Saturday: Swans, doing what is supposedly their final tour in this incarnation of the band. Michael Gira politely declined by interview request this time - he says he doesn't do interviews unless absolutely necessary - but my old Big Takeover interview with him, part of which is online, was fairly satisfying and deep-digging, so I didn't have much to add or ask anyhow. That first concert by them post-reunion was and is still a standout concertgoing musical experience for me. There is a recent interview with Gira online, however, for those who want it, and they talk about the Larkin Grimm accusation a bit. I don't know where to put that, to be honest; it does seem to raise questions about what gets called "rape" - because there is a lot of room in that word, a whole spectrum between 'we were drunk and [I] made a mistake,' which sounds pretty close to what happened (or Gira's version of it, anyhow), and someone with a ski mask and a knife attacking you in a parking lot (which is no one's version of events here, but is part of what gets invoked when that word is used). It seems an injustice to victims of the latter for the former to also get called rape; though it also does seem that Grimm is upset for a reason, about how things went down, and I can see that some Swans fans might be unsettled by it.
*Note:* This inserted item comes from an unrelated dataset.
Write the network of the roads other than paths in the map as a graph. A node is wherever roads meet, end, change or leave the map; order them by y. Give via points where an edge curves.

I dunno, is this free pass week? Human beings fuck up sometimes, and I want to see this show. More on the matter here.
There's lots else coming up. I talked at great length to Hans Fenger about the Langley Schools Music Project for an upcoming issue of BC Musician. I don't think he would have been quite so chatty had he realized I would transcribe basically everything (not that he said anything he's going to regret my recording - it's just he's a talkative guy and probably wasn't imagining I would spend a whole day typing out his words). If you don't know the Langley Schools Music Project - up there with Huckle and the New Creation in terms of cool BC private press record stories - this is a great page to look at. I am somewhat embarrassed, because it's so obvious, that I never realized the film School of Rock was inspired by the Langley Schools story until just recently.
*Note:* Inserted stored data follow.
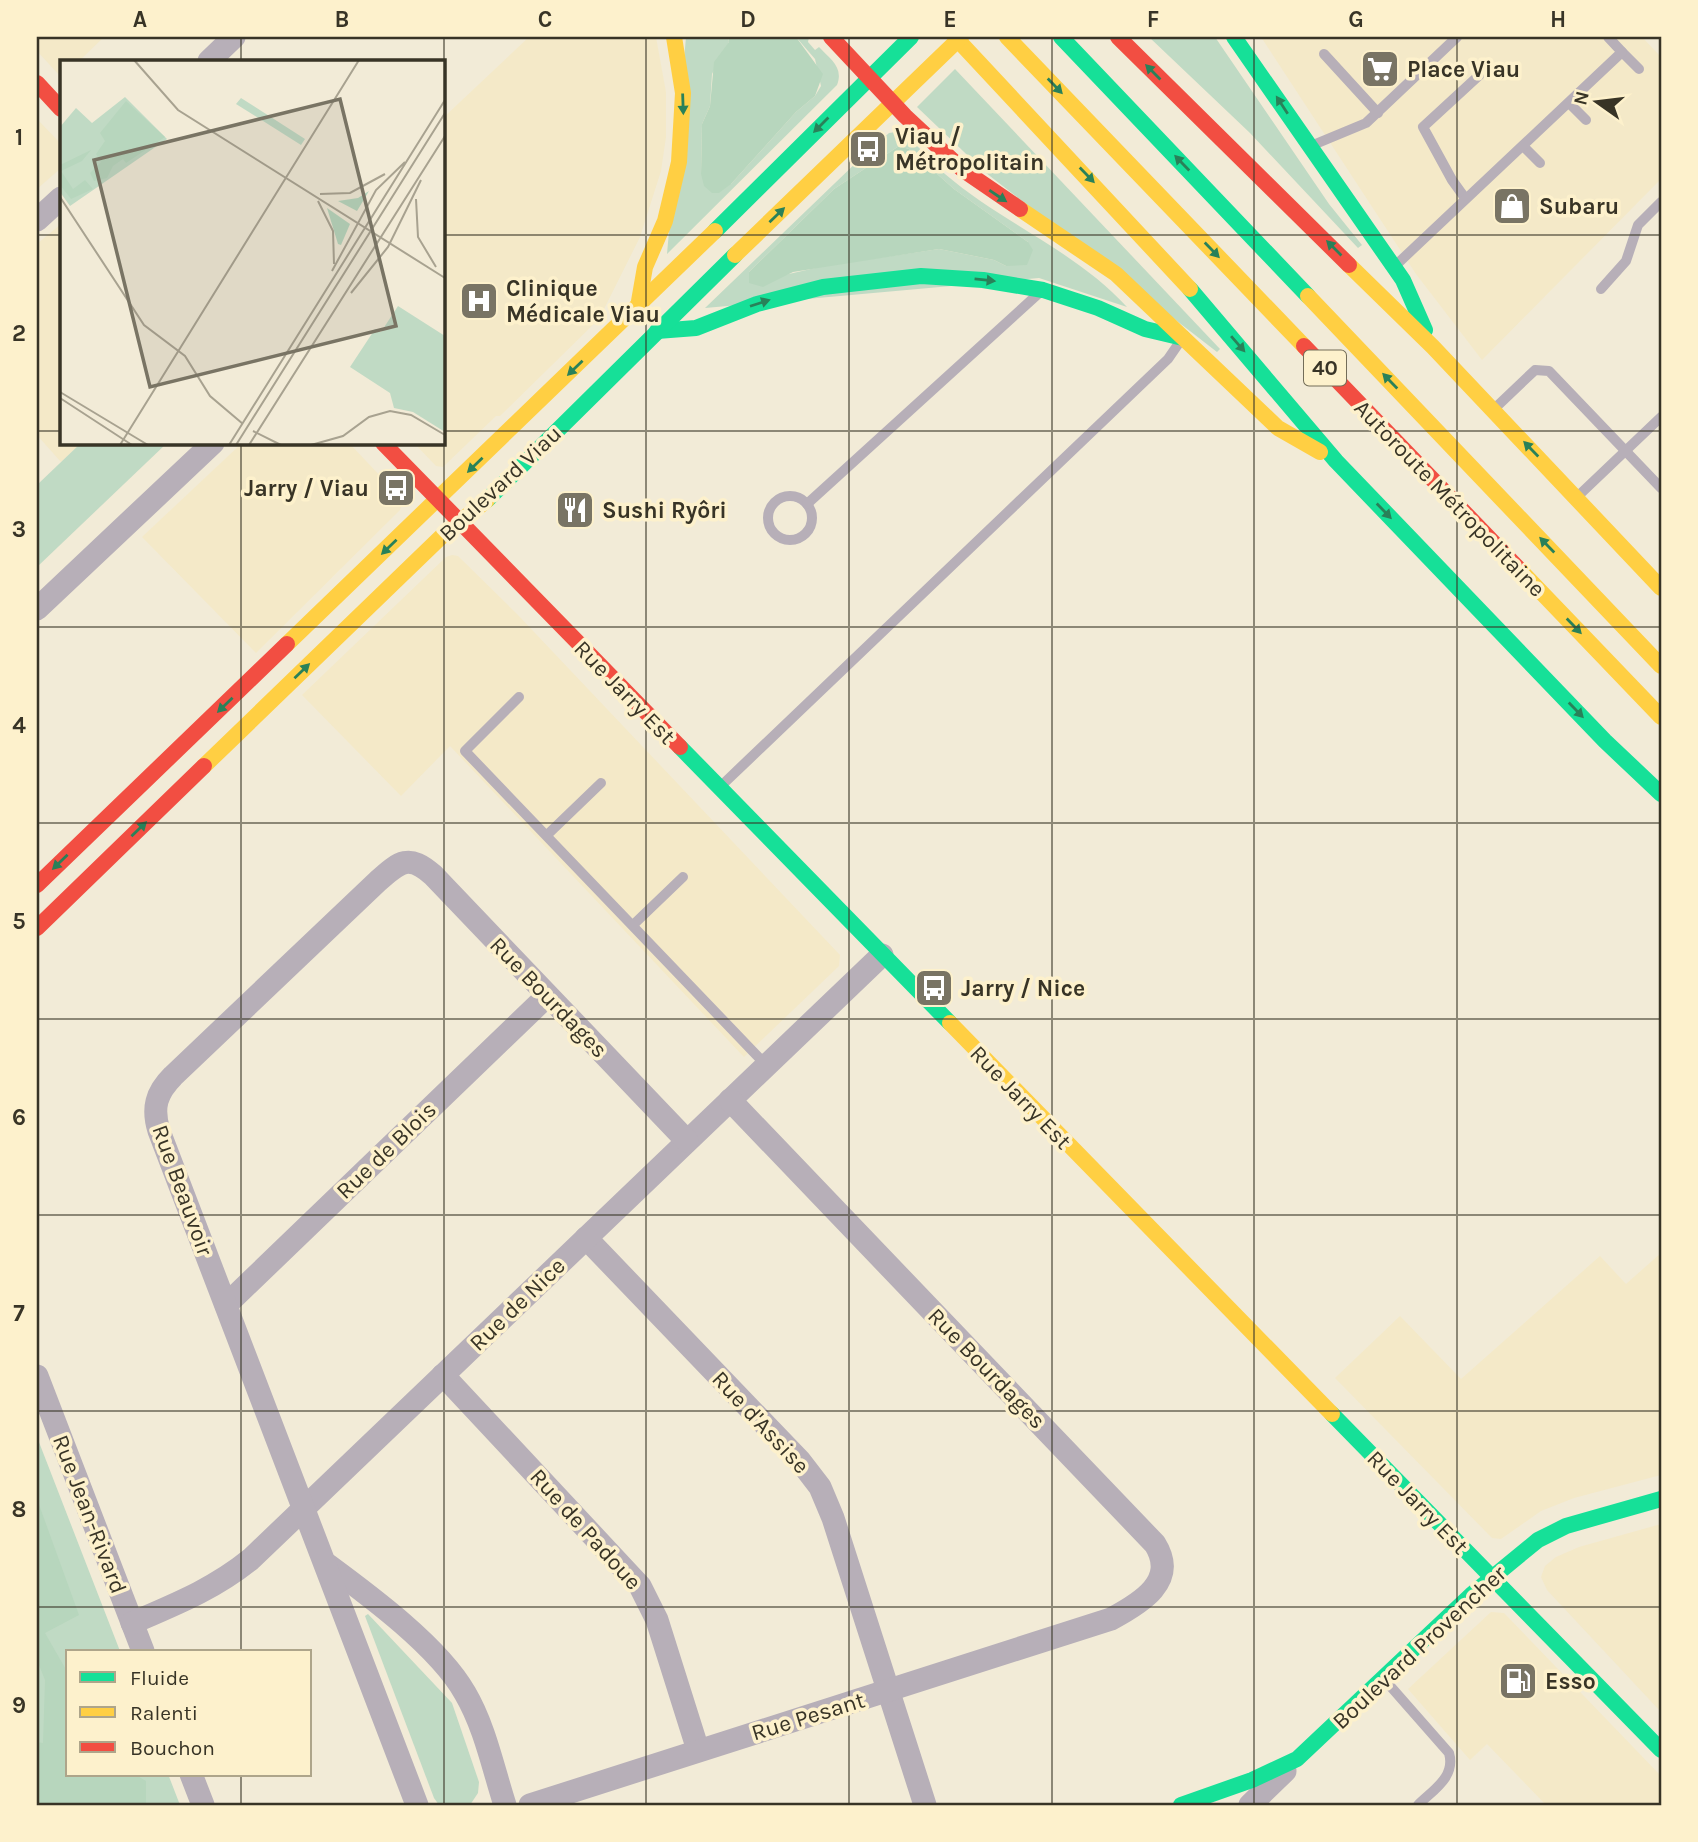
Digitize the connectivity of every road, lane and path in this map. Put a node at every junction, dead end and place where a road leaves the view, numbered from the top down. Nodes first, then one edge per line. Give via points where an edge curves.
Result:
1 (234, 37) edge
2 (674, 37) edge
3 (831, 37) edge
4 (955, 37) edge
5 (961, 37) edge
6 (1007, 37) edge
7 (1061, 37) edge
8 (1118, 37) edge
9 (1234, 37) edge
10 (1457, 37) edge
11 (1608, 37) edge
12 (906, 41) edge
13 (1622, 52) junction
14 (1324, 54) dead end
15 (210, 60) edge
16 (1486, 68) dead end
17 (1639, 69) dead end
18 (869, 77) junction
19 (37, 83) edge
20 (892, 102) junction
21 (1569, 103) junction
22 (60, 108) edge
23 (1378, 113) junction
24 (1586, 120) dead end
25 (1523, 146) junction
26 (1309, 147) junction
27 (1540, 163) dead end
28 (1465, 198) junction
29 (60, 199) edge
30 (1661, 202) edge
31 (37, 220) edge
32 (1394, 267) junction
33 (1601, 289) dead end
34 (1043, 290) junction
35 (638, 307) junction
36 (657, 331) junction
37 (1183, 338) junction
38 (1433, 347) junction
39 (1493, 410) junction
40 (1661, 417) edge
41 (212, 444) edge
42 (384, 444) edge
43 (1627, 450) junction
44 (1336, 461) junction
45 (1661, 488) edge
46 (1577, 497) junction
47 (438, 500) junction
48 (807, 504) junction
49 (458, 522) junction
50 (1661, 588) edge
51 (37, 609) edge
52 (1661, 666) edge
53 (519, 697) dead end
54 (1661, 717) edge
55 (601, 783) dead end
56 (719, 788) junction
57 (1661, 794) edge
58 (547, 835) junction
59 (407, 861) joint
60 (683, 877) dead end
61 (37, 885) edge
62 (634, 925) junction
63 (37, 928) edge
64 (882, 955) junction
65 (547, 996) junction
66 (766, 1065) junction
67 (730, 1100) junction
68 (688, 1141) junction
69 (586, 1238) junction
70 (226, 1305) junction
71 (443, 1374) junction
72 (37, 1376) edge
73 (1661, 1499) edge
74 (305, 1507) junction
75 (328, 1565) junction
76 (1492, 1577) junction
77 (132, 1623) junction
78 (1086, 1627) joint
79 (144, 1650) edge
80 (1384, 1679) junction
81 (890, 1691) junction
82 (698, 1750) junction
83 (1661, 1750) edge
84 (1297, 1759) junction
85 (192, 1776) edge
86 (203, 1805) edge
87 (417, 1805) edge
88 (505, 1805) edge
89 (530, 1805) edge
90 (925, 1805) edge
91 (1181, 1805) edge
92 (1250, 1805) edge
93 (1418, 1805) edge

1 - 15 street
2 -> 35 main road via 683,93 679,162 665,221 645,267
3 - 18 main road
4 -> 44 main road via 1163,257
5 - 20 main road, Boulevard Viau
6 -> 54 main road, Autoroute Métropolitaine / 40
52 -> 7 main road, Autoroute Métropolitaine / 40
38 -> 8 main road
26 -> 9 main road
10 - 23 lane
11 - 13 lane
12 - 18 main road, Boulevard Viau
13 - 17 lane
13 - 21 lane
14 - 23 lane
16 - 28 lane via 1423,127
18 - 20 main road
18 -> 35 main road, Boulevard Viau
19 - 22 main road
36 -> 20 main road, Boulevard Viau
20 -> 37 main road via 963,170 1100,261
21 - 24 lane
21 - 25 lane
23 - 26 lane
25 - 27 lane
25 - 28 lane
26 - 32 main road
28 - 32 lane
29 - 31 street
30 - 33 lane via 1638,225 1626,261
32 - 38 main road
36 -> 34 main road via 696,328 777,298 859,281 941,276
34 - 37 main road via 1145,329
34 - 48 lane
35 -> 47 main road, Boulevard Viau
36 - 49 main road, Boulevard Viau via 505,485
37 - 44 main road via 1278,428
37 - 56 lane via 1168,359
38 - 39 main road
39 - 43 lane via 1535,370 1544,369
46 -> 39 main road
40 - 43 lane
41 - 51 street
42 - 47 main road, Rue Jarry Est
43 - 45 lane
43 - 46 lane
44 -> 57 main road
46 - 50 main road
47 - 49 main road, Rue Jarry Est
47 -> 61 main road, Boulevard Viau
48 - 48 lane via 794,496 779,498 769,509 772,531 783,539 803,535 811,517
49 - 56 main road, Rue Jarry Est
63 -> 49 main road, Boulevard Viau
53 - 58 lane via 465,751
55 - 58 lane
56 - 64 main road, Rue Jarry Est
58 - 62 lane
59 - 65 street, Rue Bourdages via 420,864 433,875
59 - 70 street, Rue Beauvoir via 393,867 182,1067 162,1087 155,1102 159,1131
60 - 62 lane
62 - 66 lane
64 - 66 street, Rue de Nice
64 - 76 main road, Rue Jarry Est
65 - 68 street, Rue Bourdages
65 - 70 street, Rue de Blois
66 - 67 street, Rue de Nice
67 - 68 street, Rue de Nice
67 - 78 street, Rue Bourdages via 1155,1544 1162,1555 1163,1571 1157,1586 1133,1607
68 - 69 street, Rue de Nice
69 - 71 street, Rue de Nice
69 - 81 street, Rue d'Assise via 820,1487
70 - 74 street, Rue Beauvoir
71 - 74 street, Rue de Nice
71 - 82 street, Rue de Padoue via 640,1586 657,1620
72 - 77 street, Rue Jean-Rivard
73 - 76 main road, Boulevard Provencher via 1552,1532
74 - 75 street, Rue Beauvoir
74 - 77 street, Rue de Nice via 223,1582
75 - 87 street, Rue Beauvoir
75 - 88 street via 386,1607 464,1690
76 - 80 main road, Boulevard Provencher
76 - 83 main road, Rue Jarry Est
77 - 79 street, Rue Jean-Rivard
78 - 81 street, Rue Pesant
80 - 84 main road, Boulevard Provencher
80 - 93 lane via 1444,1746 1452,1762 1447,1777
81 - 82 street, Rue Pesant
81 - 90 street, Rue d'Assise
82 - 89 street, Rue Pesant
84 - 91 main road, Boulevard Provencher
84 - 92 street
85 - 86 street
I have things in the works with the Vegan Black Metal Chef, too, and just got questions off to Heather Haley about this Zellots salvage-job that Jason Flower is up to (lots of record store meet and greets for that, which you can probably find more info on on the Supreme Echo page).
I'm in touch with Marshall Crenshaw (and am a very recent convert to his brilliant popcraft). I am excited abou this upcoming show at the Rickshaw. If you don't know Marshall Crenshaw, try this for starters. That's some amazing songwriting, folks. I'm excited that my friend David M. got an opening slot for that show (he's a huge fan).
Lots of cool stuff in the fire. (Discussing an interview with Art Bergmann but there's stuff I have to clear off my plate first... the piece I wrote awhile back, which Art commented on, has gotten 900 views so far, which is pretty good for my blog!).
Oh, and Unleash the Archers... what a great new album. I am late to this party, I know - I had stuff going on when it was released. It's so exciting that this band is doing so well (and Brittney is such a nice, quiet, unassuming person, offstage at least...).
And then there's the Flesh Eaters in January... irons in the fire there too... plans percolating... more to come... Exciting time for a music fan... glad I'm momentarily off work so I can put some time into this stuff...
Mmmmaybe. Looking through their setlists I see sooooo many songs I like and have fond memories of that it's pretty compelling (and I am further happy to see "I'm Not a Loser" has been dropped, one of a few songs where the band indulged an adolescent homophobia that always seemed beyond the pale to me, but is especially so now).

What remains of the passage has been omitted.